PROBLEM DESCRIPTION - Omit the pictures and return every entry exactly as written.

*** RECORDS PROVIDED Section Begins ***

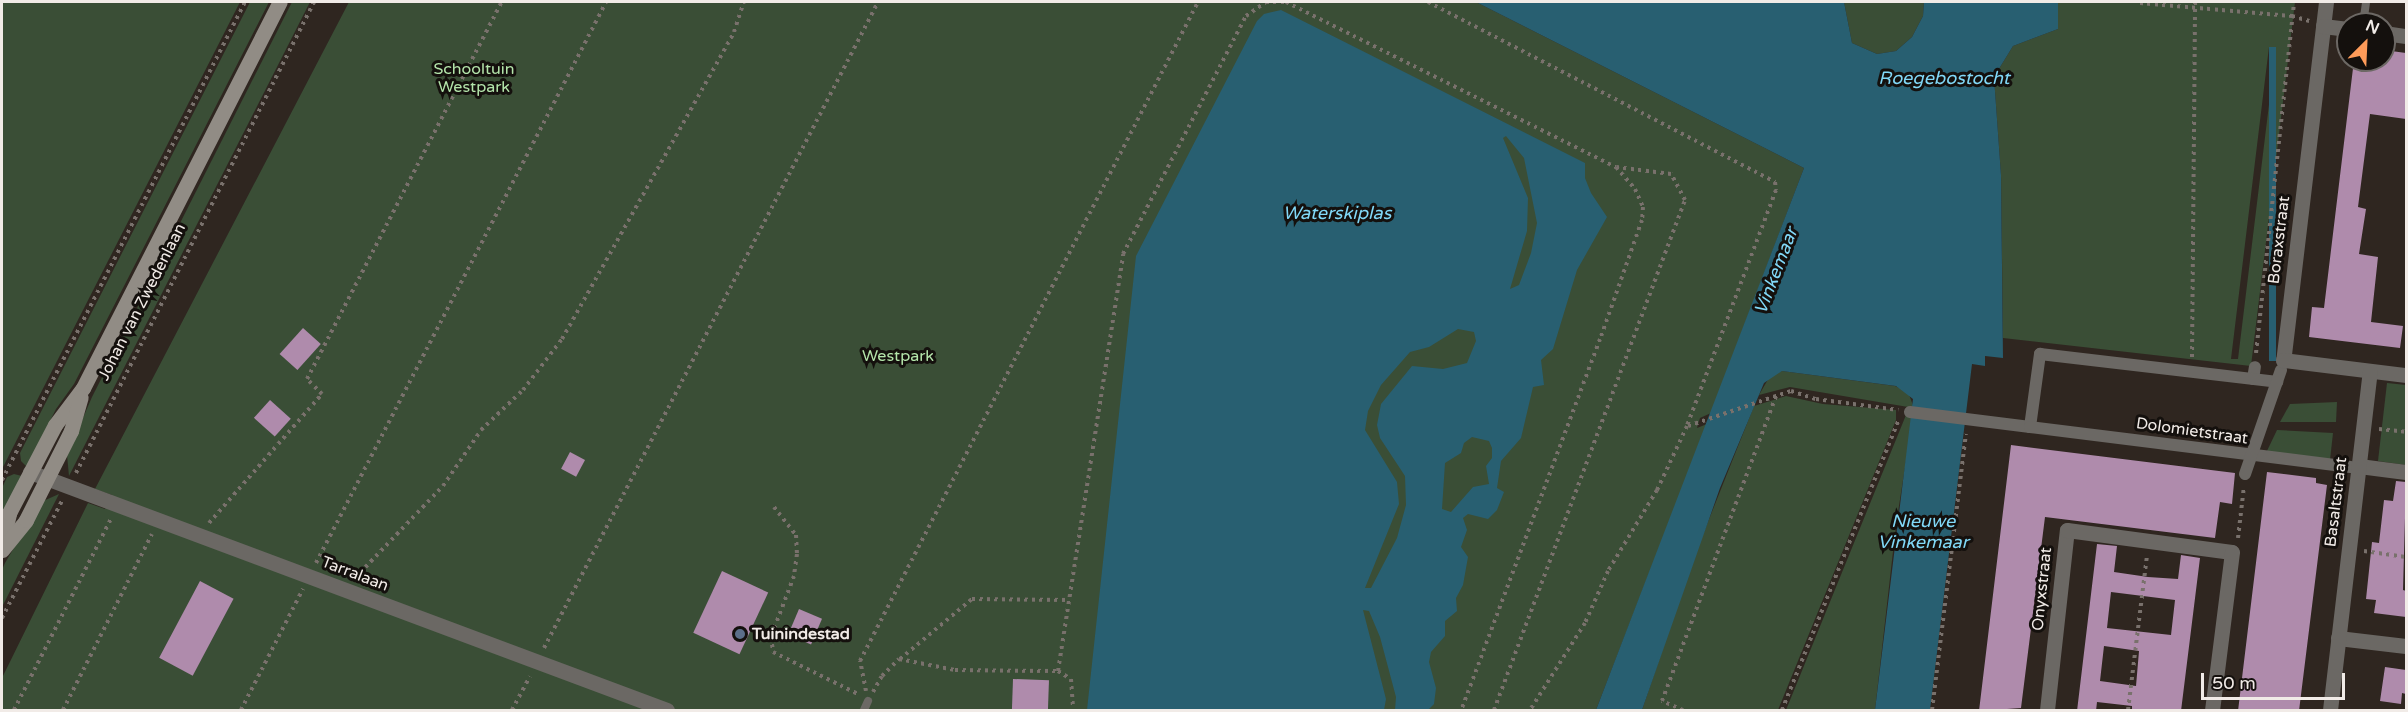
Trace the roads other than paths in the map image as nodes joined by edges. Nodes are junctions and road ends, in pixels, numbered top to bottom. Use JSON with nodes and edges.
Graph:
{"nodes":[{"id":1,"x":280,"y":2,"type":"edge"},
{"id":2,"x":2326,"y":2,"type":"edge"},
{"id":3,"x":2323,"y":26,"type":"junction"},
{"id":4,"x":2336,"y":28,"type":"edge"},
{"id":5,"x":2281,"y":370,"type":"dead end"},
{"id":6,"x":2370,"y":371,"type":"junction"},
{"id":7,"x":2406,"y":375,"type":"edge"},
{"id":8,"x":2277,"y":382,"type":"junction"},
{"id":9,"x":83,"y":388,"type":"junction"},
{"id":10,"x":1910,"y":412,"type":"dead end"},
{"id":11,"x":2030,"y":427,"type":"junction"},
{"id":12,"x":2251,"y":457,"type":"junction"},
{"id":13,"x":2355,"y":467,"type":"junction"},
{"id":14,"x":30,"y":472,"type":"junction"},
{"id":15,"x":2406,"y":472,"type":"edge"},
{"id":16,"x":2246,"y":474,"type":"road end"},
{"id":17,"x":47,"y":478,"type":"junction"},
{"id":18,"x":2,"y":542,"type":"edge"},
{"id":19,"x":2,"y":551,"type":"edge"},
{"id":20,"x":2338,"y":638,"type":"junction"},
{"id":21,"x":2406,"y":646,"type":"edge"},
{"id":22,"x":868,"y":700,"type":"road end"},
{"id":23,"x":667,"y":711,"type":"edge"},
{"id":24,"x":864,"y":711,"type":"edge"},
{"id":25,"x":2047,"y":711,"type":"edge"},
{"id":26,"x":2212,"y":711,"type":"edge"},
{"id":27,"x":2330,"y":711,"type":"edge"}],
"edges":[{"from":1,"to":9,"type":"main road","name":"Johan van Zwedenlaan"},
{"from":2,"to":3,"type":"street","name":"Boraxstraat"},
{"from":3,"to":4,"type":"street"},
{"from":3,"to":6,"type":"street","name":"Boraxstraat"},
{"from":5,"to":8,"type":"street"},
{"from":6,"to":7,"type":"street","name":"Boraxstraat"},
{"from":6,"to":13,"type":"street","name":"Basaltstraat"},
{"from":8,"to":11,"type":"street"},
{"from":8,"to":12,"type":"street"},
{"from":9,"to":14,"type":"main road","name":"Johan van Zwedenlaan"},
{"from":9,"to":17,"type":"main road","name":"Johan van Zwedenlaan"},
{"from":10,"to":11,"type":"street","name":"Dolomietstraat"},
{"from":11,"to":12,"type":"street","name":"Dolomietstraat"},
{"from":12,"to":13,"type":"street","name":"Dolomietstraat"},
{"from":12,"to":16,"type":"street"},
{"from":13,"to":15,"type":"street","name":"Dolomietstraat"},
{"from":13,"to":20,"type":"street","name":"Basaltstraat"},
{"from":14,"to":17,"type":"street","name":"Tarralaan"},
{"from":14,"to":18,"type":"main road","name":"Johan van Zwedenlaan"},
{"from":17,"to":19,"type":"main road","name":"Johan van Zwedenlaan"},
{"from":17,"to":23,"type":"street","name":"Tarralaan"},
{"from":20,"to":21,"type":"street"},
{"from":20,"to":27,"type":"street","name":"Basaltstraat"},
{"from":22,"to":24,"type":"lane"},
{"from":25,"to":26,"type":"street","name":"Onyxstraat"}]}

*** RECORDS PROVIDED Section Ends ***

ANSWER SECTION -
Trace the roads other than paths in the map image as nodes joined by edges. Nodes are junctions and road ends, in pixels, numbered top to bottom. Use JSON with nodes and edges.
Graph:
{"nodes":[{"id":1,"x":280,"y":2,"type":"edge"},
{"id":2,"x":2326,"y":2,"type":"edge"},
{"id":3,"x":2323,"y":26,"type":"junction"},
{"id":4,"x":2336,"y":28,"type":"edge"},
{"id":5,"x":2281,"y":370,"type":"dead end"},
{"id":6,"x":2370,"y":371,"type":"junction"},
{"id":7,"x":2406,"y":375,"type":"edge"},
{"id":8,"x":2277,"y":382,"type":"junction"},
{"id":9,"x":83,"y":388,"type":"junction"},
{"id":10,"x":1910,"y":412,"type":"dead end"},
{"id":11,"x":2030,"y":427,"type":"junction"},
{"id":12,"x":2251,"y":457,"type":"junction"},
{"id":13,"x":2355,"y":467,"type":"junction"},
{"id":14,"x":30,"y":472,"type":"junction"},
{"id":15,"x":2406,"y":472,"type":"edge"},
{"id":16,"x":2246,"y":474,"type":"road end"},
{"id":17,"x":47,"y":478,"type":"junction"},
{"id":18,"x":2,"y":542,"type":"edge"},
{"id":19,"x":2,"y":551,"type":"edge"},
{"id":20,"x":2338,"y":638,"type":"junction"},
{"id":21,"x":2406,"y":646,"type":"edge"},
{"id":22,"x":868,"y":700,"type":"road end"},
{"id":23,"x":667,"y":711,"type":"edge"},
{"id":24,"x":864,"y":711,"type":"edge"},
{"id":25,"x":2047,"y":711,"type":"edge"},
{"id":26,"x":2212,"y":711,"type":"edge"},
{"id":27,"x":2330,"y":711,"type":"edge"}],
"edges":[{"from":1,"to":9,"type":"main road","name":"Johan van Zwedenlaan"},
{"from":2,"to":3,"type":"street","name":"Boraxstraat"},
{"from":3,"to":4,"type":"street"},
{"from":3,"to":6,"type":"street","name":"Boraxstraat"},
{"from":5,"to":8,"type":"street"},
{"from":6,"to":7,"type":"street","name":"Boraxstraat"},
{"from":6,"to":13,"type":"street","name":"Basaltstraat"},
{"from":8,"to":11,"type":"street"},
{"from":8,"to":12,"type":"street"},
{"from":9,"to":14,"type":"main road","name":"Johan van Zwedenlaan"},
{"from":9,"to":17,"type":"main road","name":"Johan van Zwedenlaan"},
{"from":10,"to":11,"type":"street","name":"Dolomietstraat"},
{"from":11,"to":12,"type":"street","name":"Dolomietstraat"},
{"from":12,"to":13,"type":"street","name":"Dolomietstraat"},
{"from":12,"to":16,"type":"street"},
{"from":13,"to":15,"type":"street","name":"Dolomietstraat"},
{"from":13,"to":20,"type":"street","name":"Basaltstraat"},
{"from":14,"to":17,"type":"street","name":"Tarralaan"},
{"from":14,"to":18,"type":"main road","name":"Johan van Zwedenlaan"},
{"from":17,"to":19,"type":"main road","name":"Johan van Zwedenlaan"},
{"from":17,"to":23,"type":"street","name":"Tarralaan"},
{"from":20,"to":21,"type":"street"},
{"from":20,"to":27,"type":"street","name":"Basaltstraat"},
{"from":22,"to":24,"type":"lane"},
{"from":25,"to":26,"type":"street","name":"Onyxstraat"}]}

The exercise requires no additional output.